= Katya Gibel Mevorach =

American anthropologist

Katya Gibel Mevorach (born 18 June 1952) is Professor of Anthropology and American Studies at Grinnell College. Under the name Katya Gibel Azoulay, she is author of an explication and theory of identities, Black, Jewish and Interracial: It's Not the Color of Your Skin but the Race of Your Kin, and Other Myths of Identity.

==Life and career==
Mevorach was born to Inge Gibel (Miriam Lederer) and Ronald L.X. Gibel in New York City, New York. Her mother is Jewish and her father is Jamaican. She is an alumna of The Brearley School in New York and received a B.A. and M.A. in African Studies from Hebrew University of Jerusalem in Israel, where she lived between 1970 and 1991. In 1991 she returned to the United States. Four years later, Mevorach earned a PhD in Cultural Anthropology from Duke University. In January 1996, she was invited to Grinnell College as a Scholar-in-Residence and joined as an assistant professor the following year. She served as Chair of the Africana Studies Concentration from 1996 to 2000 and in 2003 helped initiate the transition of Africana Studies into an expanded American Studies Concentration, serving as the new chair between 2004 and 2005. Mevorach also served on the Grinnell College Diversity Steering Committee between 2002 and 2005.

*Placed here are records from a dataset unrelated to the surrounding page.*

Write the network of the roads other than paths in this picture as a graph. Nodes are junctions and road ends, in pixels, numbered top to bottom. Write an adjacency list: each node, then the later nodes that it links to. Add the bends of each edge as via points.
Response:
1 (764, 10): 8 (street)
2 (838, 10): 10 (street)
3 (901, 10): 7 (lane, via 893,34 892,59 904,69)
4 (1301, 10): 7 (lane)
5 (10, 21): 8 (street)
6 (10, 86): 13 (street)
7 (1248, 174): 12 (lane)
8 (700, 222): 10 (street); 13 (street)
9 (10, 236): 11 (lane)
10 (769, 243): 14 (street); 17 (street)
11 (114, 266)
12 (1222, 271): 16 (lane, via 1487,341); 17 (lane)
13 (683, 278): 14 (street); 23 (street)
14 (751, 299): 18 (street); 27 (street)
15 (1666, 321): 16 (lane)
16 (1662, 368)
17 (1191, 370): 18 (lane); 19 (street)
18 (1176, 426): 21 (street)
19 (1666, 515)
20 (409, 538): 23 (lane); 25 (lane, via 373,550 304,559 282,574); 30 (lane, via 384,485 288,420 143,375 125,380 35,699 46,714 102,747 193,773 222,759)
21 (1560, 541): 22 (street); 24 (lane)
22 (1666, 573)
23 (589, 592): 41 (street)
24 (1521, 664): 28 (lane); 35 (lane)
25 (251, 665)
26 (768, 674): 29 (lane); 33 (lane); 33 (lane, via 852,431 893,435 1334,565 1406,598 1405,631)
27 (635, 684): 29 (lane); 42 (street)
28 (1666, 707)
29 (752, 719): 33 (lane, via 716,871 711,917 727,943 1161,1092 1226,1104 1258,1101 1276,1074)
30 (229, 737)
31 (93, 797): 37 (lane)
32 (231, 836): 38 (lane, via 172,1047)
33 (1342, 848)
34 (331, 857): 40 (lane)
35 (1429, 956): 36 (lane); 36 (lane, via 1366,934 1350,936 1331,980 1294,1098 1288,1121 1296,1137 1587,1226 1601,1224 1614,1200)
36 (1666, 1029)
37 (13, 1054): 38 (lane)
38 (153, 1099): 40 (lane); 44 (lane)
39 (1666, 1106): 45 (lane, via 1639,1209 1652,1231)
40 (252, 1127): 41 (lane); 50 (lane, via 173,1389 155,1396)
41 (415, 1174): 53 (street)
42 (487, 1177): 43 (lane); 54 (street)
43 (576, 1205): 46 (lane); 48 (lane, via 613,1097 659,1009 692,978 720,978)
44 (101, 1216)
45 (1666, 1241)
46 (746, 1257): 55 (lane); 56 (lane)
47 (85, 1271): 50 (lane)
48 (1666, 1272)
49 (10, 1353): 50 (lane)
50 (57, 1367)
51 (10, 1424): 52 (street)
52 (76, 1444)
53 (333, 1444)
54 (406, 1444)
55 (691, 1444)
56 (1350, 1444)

Mevorach is married to Paris-based visual artist and filmmaker, Yorame Mevorach. She has three adult children from a previous marriage.

==Bibliography==
===Books===
- Black, Jewish and Interracial: It's Not the Color of Your Skin but the Race of Your Kin and Other Myths of Identity. [Honorable Mention for Outstanding Book Awards for books published in 1997 by The Gustavus Meyers Center for the Study of Bigotry and Human Rights in North America, Boston University School of Social Work]

===Chapters===
- "When Words Have Failed and Political Rhetoric Turns Stale: Race, Racism and Caste."
- "Reflections on 'Race' and the Biologization of Difference".
- "Interpreting the Census: The Elasticity of Whiteness and the Depoliticization of Race".
- "Jewish Identity and the Politics of a (Multi)Racial Category".
- "Personal Landmarks on Pedagogical Landscapes".